# THE PROBLEM
Go through the records line by line and work out how many lines hold the word "paths". Answer with the number only.

# INPUT DATA
────────────────

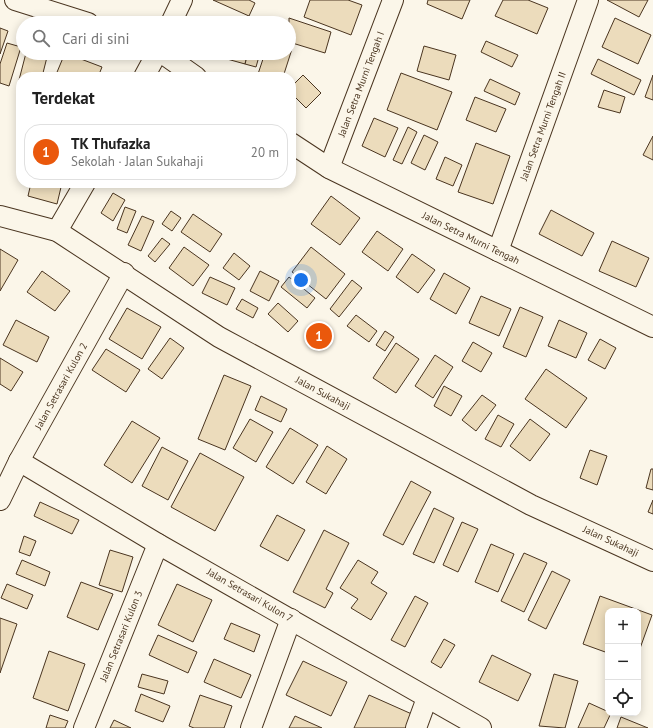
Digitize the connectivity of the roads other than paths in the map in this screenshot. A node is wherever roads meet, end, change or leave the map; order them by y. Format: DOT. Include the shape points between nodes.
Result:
graph roads {
  1 [pos="15,0"];
  2 [pos="182,0"];
  3 [pos="393,0"];
  4 [pos="588,0"];
  5 [pos="66,16"];
  6 [pos="174,16"];
  7 [pos="153,60"];
  8 [pos="172,60"];
  9 [pos="147,72"];
  10 [pos="189,72"];
  11 [pos="296,146"];
  12 [pos="329,168"];
  13 [pos="82,188"];
  14 [pos="0,216"];
  15 [pos="57,231"];
  16 [pos="498,251"];
  17 [pos="124,273"];
  18 [pos="651,322"];
  19 [pos="19,461"];
  20 [pos="0,500"];
  21 [pos="158,544"];
  22 [pos="653,561"];
  23 [pos="291,619"];
  24 [pos="427,698"];
  25 [pos="84,728"];
  26 [pos="251,728"];
  27 [pos="416,728"];
  28 [pos="481,728"];
  1 -- 5 [label="street"];
  2 -- 6 [label="street"];
  3 -- 12 [label="street, Jalan Setra Murni Tengah I"];
  4 -- 16 [label="street, Jalan Setra Murni Tengah II"];
  7 -- 9 [label="street"];
  8 -- 10 [label="street"];
  11 -- 12 [label="street, Jalan Setra Murni Tengah"];
  12 -- 16 [label="street, Jalan Setra Murni Tengah"];
  13 -- 15 [label="street"];
  14 -- 15 [label="street, Jalan Sukahaji"];
  15 -- 17 [label="street, Jalan Sukahaji"];
  16 -- 18 [label="street, Jalan Setra Murni Tengah"];
  17 -- 19 [label="street, Jalan Setrasari Kulon 2"];
  17 -- 22 [label="street, Jalan Sukahaji" via="219,337 531,505"];
  19 -- 20 [label="street, Jalan Setrasari Kulon 2"];
  19 -- 21 [label="street, Jalan Setrasari Kulon 7"];
  21 -- 23 [label="street, Jalan Setrasari Kulon 7"];
  21 -- 25 [label="street, Jalan Setrasari Kulon 3"];
  23 -- 24 [label="street, Jalan Setrasari Kulon 7"];
  23 -- 26 [label="street"];
  24 -- 27 [label="street"];
  24 -- 28 [label="street, Jalan Setrasari Kulon 7"];
}
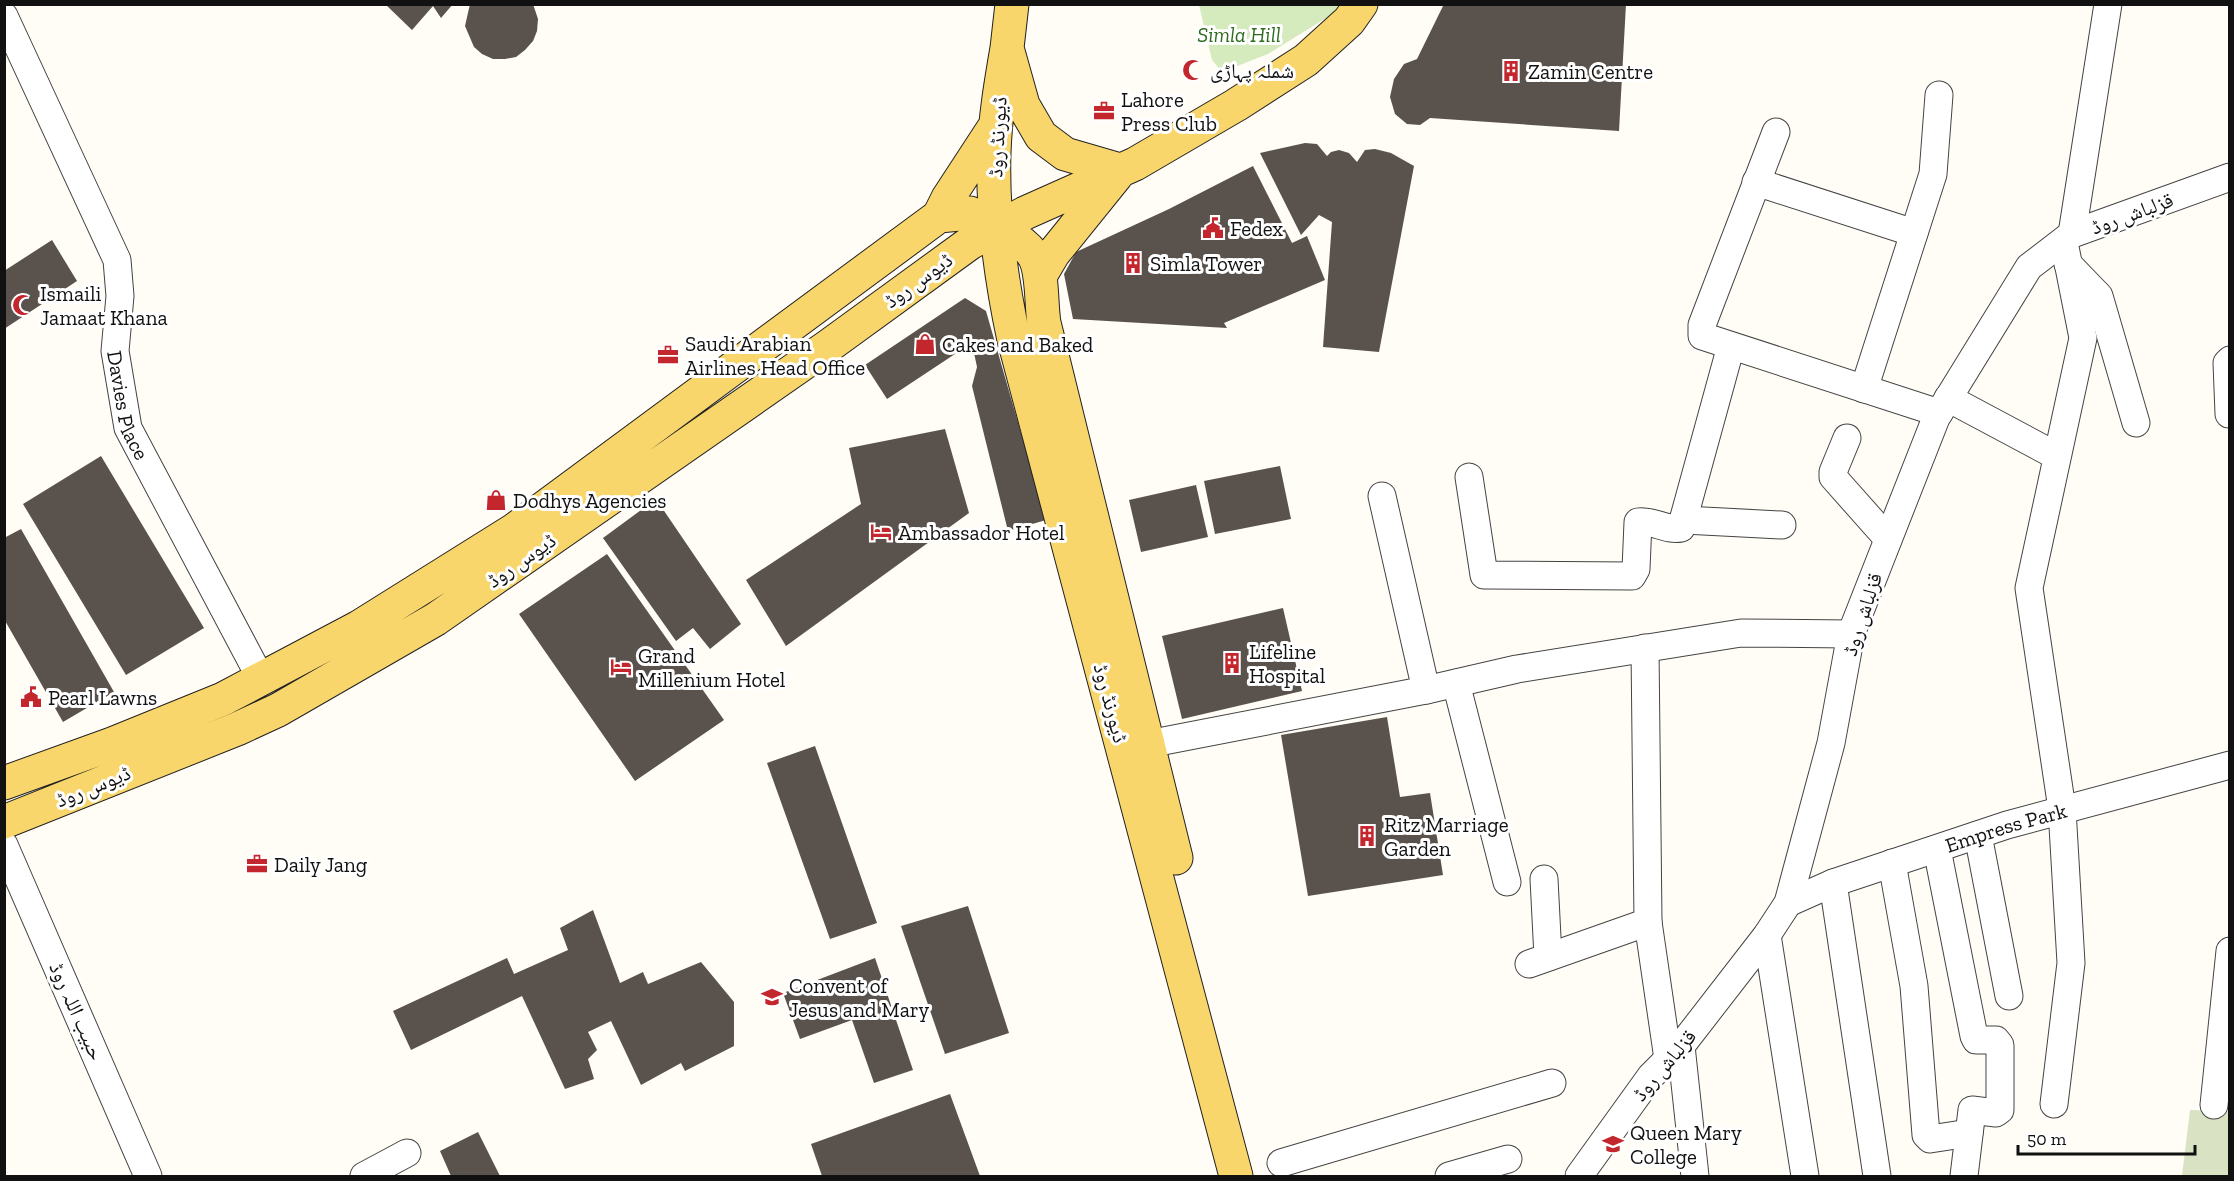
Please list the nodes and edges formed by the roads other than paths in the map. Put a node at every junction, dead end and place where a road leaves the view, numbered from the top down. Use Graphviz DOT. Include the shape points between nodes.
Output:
graph roads {
  1 [pos="1012,4"];
  2 [pos="1361,4"];
  3 [pos="2108,4"];
  4 [pos="4,16"];
  5 [pos="1007,48"];
  6 [pos="1939,95"];
  7 [pos="995,126"];
  8 [pos="1776,132"];
  9 [pos="1120,170"];
  10 [pos="2229,177"];
  11 [pos="1756,182"];
  12 [pos="939,216"];
  13 [pos="997,227"];
  14 [pos="1914,233"];
  15 [pos="2068,247"];
  16 [pos="1040,276"];
  17 [pos="1731,346"];
  18 [pos="2229,360"];
  19 [pos="1864,389"];
  20 [pos="1943,406"];
  21 [pos="2229,414"];
  22 [pos="2136,423"];
  23 [pos="1847,438"];
  24 [pos="2051,453"];
  25 [pos="1469,477"];
  26 [pos="1382,496"];
  27 [pos="1684,520"];
  28 [pos="1782,525"];
  29 [pos="1888,539"];
  30 [pos="1851,634"];
  31 [pos="1645,648"];
  32 [pos="261,679"];
  33 [pos="1456,683"];
  34 [pos="1426,690"];
  35 [pos="1148,744"];
  36 [pos="2229,765"];
  37 [pos="4,783"];
  38 [pos="2062,809"];
  39 [pos="4,822"];
  40 [pos="1978,835"];
  41 [pos="4,845"];
  42 [pos="1937,849"];
  43 [pos="1892,863"];
  44 [pos="1544,879"];
  45 [pos="1507,882"];
  46 [pos="1833,883"];
  47 [pos="1788,903"];
  48 [pos="1648,922"];
  49 [pos="1767,935"];
  50 [pos="2229,951"];
  51 [pos="2227,994"];
  52 [pos="2009,996"];
  53 [pos="1675,1052"];
  54 [pos="1552,1083"];
  55 [pos="2054,1104"];
  56 [pos="2214,1105"];
  57 [pos="1969,1133"];
  58 [pos="407,1153"];
  59 [pos="1508,1159"];
  60 [pos="1270,1170"];
  61 [pos="148,1176"];
  62 [pos="364,1176"];
  63 [pos="1236,1176"];
  64 [pos="1449,1176"];
  65 [pos="1578,1176"];
  66 [pos="1695,1176"];
  67 [pos="1805,1176"];
  68 [pos="1877,1176"];
  69 [pos="1964,1176"];
  1 -- 5 [label="main road"];
  2 -- 9 [label="main road" via="1349,21 1306,60 1236,105"];
  3 -- 15 [label="street"];
  4 -- 32 [label="street, Davies Place" via="117,260 120,296 115,351 128,428"];
  5 -- 7 [label="main road, ڈیورنڈ روڈ"];
  5 -- 9 [label="main road" via="1023,105 1041,136 1065,154"];
  6 -- 14 [label="street" via="1933,174"];
  7 -- 12 [label="main road, ڈیوس روڈ"];
  7 -- 13 [label="main road, ڈیورنڈ روڈ"];
  8 -- 11 [label="street"];
  9 -- 13 [label="main road, ڈیوس روڈ"];
  9 -- 16 [label="main road"];
  10 -- 15 [label="street, قزلباش روڈ"];
  11 -- 14 [label="street"];
  11 -- 17 [label="street" via="1702,325 1702,336"];
  12 -- 13 [label="main road, ڈیوس روڈ" via="970,213"];
  12 -- 32 [label="main road, ڈیوس روڈ" via="514,530 359,627"];
  13 -- 16 [label="main road, ڈیورنڈ روڈ" via="1030,250"];
  13 -- 39 [label="main road, ڈیوس روڈ" via="414,632 268,715"];
  13 -- 63 [label="main road, ڈیورنڈ روڈ" via="999,262 1014,340"];
  14 -- 19 [label="street"];
  15 -- 20 [label="street, قزلباش روڈ" via="2029,267"];
  15 -- 22 [label="street" via="2098,296"];
  15 -- 38 [label="street" via="2083,338 2029,588"];
  16 -- 35 [label="main road, ڈیورنڈ روڈ" via="1044,323"];
  17 -- 19 [label="street"];
  17 -- 27 [label="street"];
  18 -- 21 [label="street"];
  19 -- 20 [label="street"];
  20 -- 24 [label="street"];
  20 -- 29 [label="street, قزلباش روڈ"];
  23 -- 29 [label="street" via="1833,477"];
  25 -- 27 [label="street" via="1484,575 1632,576 1636,569 1638,522 1676,529 1681,528"];
  26 -- 34 [label="street"];
  27 -- 28 [label="street"];
  29 -- 30 [label="street, قزلباش روڈ"];
  30 -- 31 [label="street" via="1742,633"];
  30 -- 47 [label="street, قزلباش روڈ" via="1832,743"];
  31 -- 33 [label="street"];
  31 -- 48 [label="street"];
  32 -- 37 [label="main road, ڈیوس روڈ" via="223,699 112,744"];
  33 -- 34 [label="street"];
  33 -- 45 [label="street"];
  34 -- 35 [label="street"];
  35 -- 60 [label="main road, ڈیورنڈ روڈ"];
  36 -- 38 [label="street, Empress Park"];
  38 -- 40 [label="street, Empress Park"];
  38 -- 55 [label="street" via="2072,963"];
  40 -- 42 [label="street, Empress Park"];
  40 -- 52 [label="street"];
  41 -- 61 [label="street, حبیب اللہ روڈ"];
  42 -- 43 [label="street, Empress Park"];
  42 -- 57 [label="street" via="1974,1036 1976,1040 1996,1040 2000,1045 1999,1112 1972,1110"];
  43 -- 46 [label="street, Empress Park"];
  43 -- 57 [label="street" via="1914,986 1926,1135 1930,1139"];
  44 -- 48 [label="street" via="1538,960"];
  46 -- 47 [label="street, Empress Park"];
  46 -- 68 [label="street"];
  47 -- 49 [label="street, قزلباش روڈ"];
  48 -- 53 [label="street"];
  49 -- 53 [label="street, قزلباش روڈ"];
  49 -- 67 [label="street"];
  50 -- 51 [label="street"];
  51 -- 56 [label="street"];
  53 -- 65 [label="street, قزلباش روڈ" via="1651,1076"];
  53 -- 66 [label="street"];
  54 -- 60 [label="street"];
  57 -- 69 [label="street"];
  58 -- 62 [label="street"];
  59 -- 64 [label="street"];
}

────────────────

# ANSWER SPACE
2